View Full Version : Huntington's Disease and PolyGlutamine Repeats

08-04-2012, 05:06 PM
Huntington's disease is a neurodegenerative disease that mostly affects people of West European descent. It is caused by defects in the gene coding for the "Huntingtin" protein. People with or at risk of Huntington's disease carry an excessive number of CAG repeats (coding for the amino acid glutamine), which causes the production of a defective Huntingtin protein that eventually leads to neuronal apoptosis (programmed cell-death).

A person is likely to develop the disease if he or she has 36 or more CAG repeats. The risk of disease and severity of symptoms increase with the number of repeats. It's very rare for someone to develop the disease without inheriting 36 or more repeats from a parent (meaning the mutation would have happened in utero or in the gonads). Those with 36-40 repeats are at risk, but will usually be affected by the disease. Those with greater than 40 repeats always develop the disease.

A table for age of onset for CAG repeats 39 and greater: http://www.compgene.com/hd.htm

Get tested (Columbia Medical Center in NYC - 23andme cannot test repeats): http://www.hdny.org/genetic.html

08-04-2012, 08:35 PM
Some more information on Huntington's from Clinical Medicine 4th Ed;

Huntington's disease is a rare autosomal dominant condition with full penetrance. Expansion of CAG repeats in the Huntington's disease gene on chromosome 4 leads to production of a mutant huntingtin protein. It is not known how the mutant protein causes disease. There is loss of neurones within the basal ganglia, leading to depletion of GABA and acetylcholine but sparing dopamine. Symptoms begin in middle age and there is then a relentlessly progressive course, with chorea and personality change preceding dementia and death. No treatment arrests the disease, and the management is symptomatic treatment of chorea and genetic counselling of family members.

Chorea is defined as "a continuous flow of jerky, quasi-purposive movements, flitting from one part of the body to another."

Little bit
09-29-2012, 03:24 PM
Interesting tid-bit about Huntington's Disease:

Huntington’s Gene Mutation Carriers Learn Faster

The worse the mutation, the better the learning efficacy. Seems to boil down to glutamate:

Degenerative diseases of the nervous system are based on complex changes. A key mechanism is an increased release of the neurotransmitter glutamate. However, since glutamate is also important for learning, in some cases it could lead to the paradoxical effect: better learning efficiency despite degeneration of the nerve cells.

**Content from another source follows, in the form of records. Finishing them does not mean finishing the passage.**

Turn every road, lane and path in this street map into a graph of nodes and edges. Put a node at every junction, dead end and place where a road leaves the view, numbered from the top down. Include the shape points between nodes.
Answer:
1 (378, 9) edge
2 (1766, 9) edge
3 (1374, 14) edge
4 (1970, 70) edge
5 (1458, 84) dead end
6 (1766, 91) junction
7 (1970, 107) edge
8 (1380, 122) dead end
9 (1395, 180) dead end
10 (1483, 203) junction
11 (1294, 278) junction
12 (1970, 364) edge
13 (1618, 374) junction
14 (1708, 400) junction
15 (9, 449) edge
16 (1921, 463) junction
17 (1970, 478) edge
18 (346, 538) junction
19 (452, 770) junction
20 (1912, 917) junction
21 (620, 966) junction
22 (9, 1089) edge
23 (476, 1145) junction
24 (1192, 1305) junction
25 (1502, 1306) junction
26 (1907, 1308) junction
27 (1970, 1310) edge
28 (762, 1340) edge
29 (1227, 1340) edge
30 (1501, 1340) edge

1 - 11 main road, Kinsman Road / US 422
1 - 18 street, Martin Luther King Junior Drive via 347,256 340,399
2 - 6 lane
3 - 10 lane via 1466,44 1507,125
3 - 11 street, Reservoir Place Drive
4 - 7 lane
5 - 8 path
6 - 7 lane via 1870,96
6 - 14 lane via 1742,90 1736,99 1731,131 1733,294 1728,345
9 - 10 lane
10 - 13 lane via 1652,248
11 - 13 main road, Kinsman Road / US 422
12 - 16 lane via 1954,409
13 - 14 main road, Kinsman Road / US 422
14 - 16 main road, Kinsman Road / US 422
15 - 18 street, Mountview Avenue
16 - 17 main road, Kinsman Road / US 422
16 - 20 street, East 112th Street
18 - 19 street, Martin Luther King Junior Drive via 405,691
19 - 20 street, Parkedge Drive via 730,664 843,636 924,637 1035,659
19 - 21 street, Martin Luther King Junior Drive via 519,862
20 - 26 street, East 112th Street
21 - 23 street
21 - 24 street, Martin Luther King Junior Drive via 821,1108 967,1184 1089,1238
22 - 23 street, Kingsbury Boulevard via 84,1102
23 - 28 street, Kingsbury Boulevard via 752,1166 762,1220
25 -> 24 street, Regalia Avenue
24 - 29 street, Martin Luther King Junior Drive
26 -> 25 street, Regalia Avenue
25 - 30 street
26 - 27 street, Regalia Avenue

Exceptional intelligence has been linked with schizophrenia and bipolar, connected to genetic risk for genetic diseases such as with Ashkenazi Jews, and now Huntington's Disease. Autism researcher, Baron-Cohen hypothesizes that autism could be the unintended consequence of brainy systemizer's getting together. So is exceptional intelligence actually a genetic liability, and not a gift?

10-02-2012, 06:21 AM
Little bit, thank you for sharing. It may also interest you that melatonin (or lack thereof) also appears to play some role in some cases of autism. Google about acetylserotonin O-methyltransferase (ASMT; present on both X and Y chromsomes in pseudoautosomal region) and autism.
...sorry for the tangent

Little bit
10-02-2012, 12:19 PM
Interesting, thanks Human. Doesn't appear that I can check our 23andme raw data for any ASMT variants but I did find this paper:

My son takes Melatonin often and I know many ASDer's take it every night. I would not be surprised at all if Melatonin plays a significant role in autism due to how prevalent sleep issues are for them. I also have sleep issues but mine seems different: whereas my son, and his ASD cousin have significant difficulty falling asleep...I fall asleep easily, but wake up and then can't go back to sleep. I've had this problem with sleep all my life so I'm inclined to believe it very well could be something genetic.